St Mark Coptic Orthodox Church (Coptic: // transliteration: ti.eklyseya en.remenkimi en.orthodoxos ente fi.ethowab Markos) is notably the first Coptic Orthodox parish and church building in North America, if not the Western Hemisphere, located in Jersey City, New Jersey. It is one of over 200 Coptic Orthodox Churches in the United States. The Church belongs to Archdiocese of North America.

==History==
St. Mark's Church was first founded from the late 1960s, although the actual date of incorporation was 1970. The large influx of Copts in New Jersey can be attributed to their persecution in Egypt, in addition to those who emigrate seeking educational and financial opportunities. Currently, there are more than 30,000 Copts in Jersey City alone.

===Expansion===
Coptic Orthodox Christians, who adhere to an ancient Christian faith rooted in Egypt in the first century, have established a presence throughout New Jersey over the last several decades. Being the first Coptic Orthodox Church in the United States, St. Mark's in Jersey City was founded by early Egyptian immigrants.
Congregations have since grown in allowing 15 other parishes in New Jersey alone.

The year 1977 marked the first pastoral visit by Pope Shenouda III to the US and Canada, including St. Mark's Church in Jersey City. Ten years later, in January 1987, the church building was newly refitted and consecrated.

===Priests===
St. Mark Church had several priests over the decades, including one who died in the early 1990s. The first liturgy was celebrated in St. Mark's Church on March 22, 1970, by the late Fr. Rafael Younan who was a resident priest in Montreal since 1968.

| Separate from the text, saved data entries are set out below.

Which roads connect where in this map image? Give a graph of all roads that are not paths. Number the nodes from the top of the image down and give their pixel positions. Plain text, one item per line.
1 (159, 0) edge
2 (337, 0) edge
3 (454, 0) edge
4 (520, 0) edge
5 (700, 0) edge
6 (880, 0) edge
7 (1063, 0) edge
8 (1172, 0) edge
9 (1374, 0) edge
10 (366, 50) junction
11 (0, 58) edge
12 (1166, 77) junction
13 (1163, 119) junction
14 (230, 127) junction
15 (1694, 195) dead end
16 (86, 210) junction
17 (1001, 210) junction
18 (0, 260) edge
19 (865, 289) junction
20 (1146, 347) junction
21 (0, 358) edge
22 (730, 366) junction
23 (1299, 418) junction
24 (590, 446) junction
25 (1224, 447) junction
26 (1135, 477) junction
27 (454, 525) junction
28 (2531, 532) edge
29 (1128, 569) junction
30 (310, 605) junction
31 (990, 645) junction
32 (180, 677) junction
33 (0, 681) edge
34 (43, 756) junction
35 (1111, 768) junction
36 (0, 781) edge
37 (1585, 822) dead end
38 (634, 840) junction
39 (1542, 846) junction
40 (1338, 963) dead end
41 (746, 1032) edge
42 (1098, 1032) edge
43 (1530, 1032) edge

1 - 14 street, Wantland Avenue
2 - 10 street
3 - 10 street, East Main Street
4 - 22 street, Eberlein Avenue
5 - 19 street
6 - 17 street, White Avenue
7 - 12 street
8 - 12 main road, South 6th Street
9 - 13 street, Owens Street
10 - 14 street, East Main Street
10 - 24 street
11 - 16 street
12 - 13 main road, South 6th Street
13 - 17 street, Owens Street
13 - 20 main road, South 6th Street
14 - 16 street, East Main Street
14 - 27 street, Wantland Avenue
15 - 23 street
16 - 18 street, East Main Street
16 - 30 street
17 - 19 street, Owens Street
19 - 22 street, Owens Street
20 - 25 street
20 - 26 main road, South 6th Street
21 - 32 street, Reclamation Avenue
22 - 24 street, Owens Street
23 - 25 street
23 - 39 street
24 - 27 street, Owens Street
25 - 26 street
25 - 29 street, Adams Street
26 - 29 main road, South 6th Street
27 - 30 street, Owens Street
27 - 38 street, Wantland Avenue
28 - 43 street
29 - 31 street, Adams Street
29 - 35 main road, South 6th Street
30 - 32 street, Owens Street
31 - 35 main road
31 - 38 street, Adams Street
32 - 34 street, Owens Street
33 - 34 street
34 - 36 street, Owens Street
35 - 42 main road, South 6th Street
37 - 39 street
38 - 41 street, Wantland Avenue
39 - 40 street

There are currently three priests that serve St. Mark's Church. Fr. Abraam Sleman was ordained as a priest on June 18, 1989, by Pope Shenouda III to serve at St. Mary Church (Ard Elgolf). Then, on September 3, 1993, Pope Shenouda chose to have him serve St. Mark Coptic Orthodox Church in Englewood, Colorado.

Rev. Gabriel Abdelsayed, who was the archpriest of St. Mark's, died in 1993. Pope Shenouda decided to replace the deceased priest with Fr. Abraam Sleman on January 5, 1995.

==Today==
Fr. Abraam served St. Mark Church for several years up to this point. By the time Pope Shenouda III recently elevated Fr. Abraam to the rank of Archpriest (Hegomen) on September 1, 2003, Fr. Sleman was already serving alongside Fr. Markos Ayoub. On September 1, 2007, Pope Shenouda ordained Maged Abdelmaseih as Fr. Daniel Abdelmaseih, to be the third priest at St. Mark's Church. Thus, Heg. Abraam Sleman, Fr. Markos Ayoub, and Fr. Daniel Abdelmaseih have been pastors at St. Mark's Church up until the present.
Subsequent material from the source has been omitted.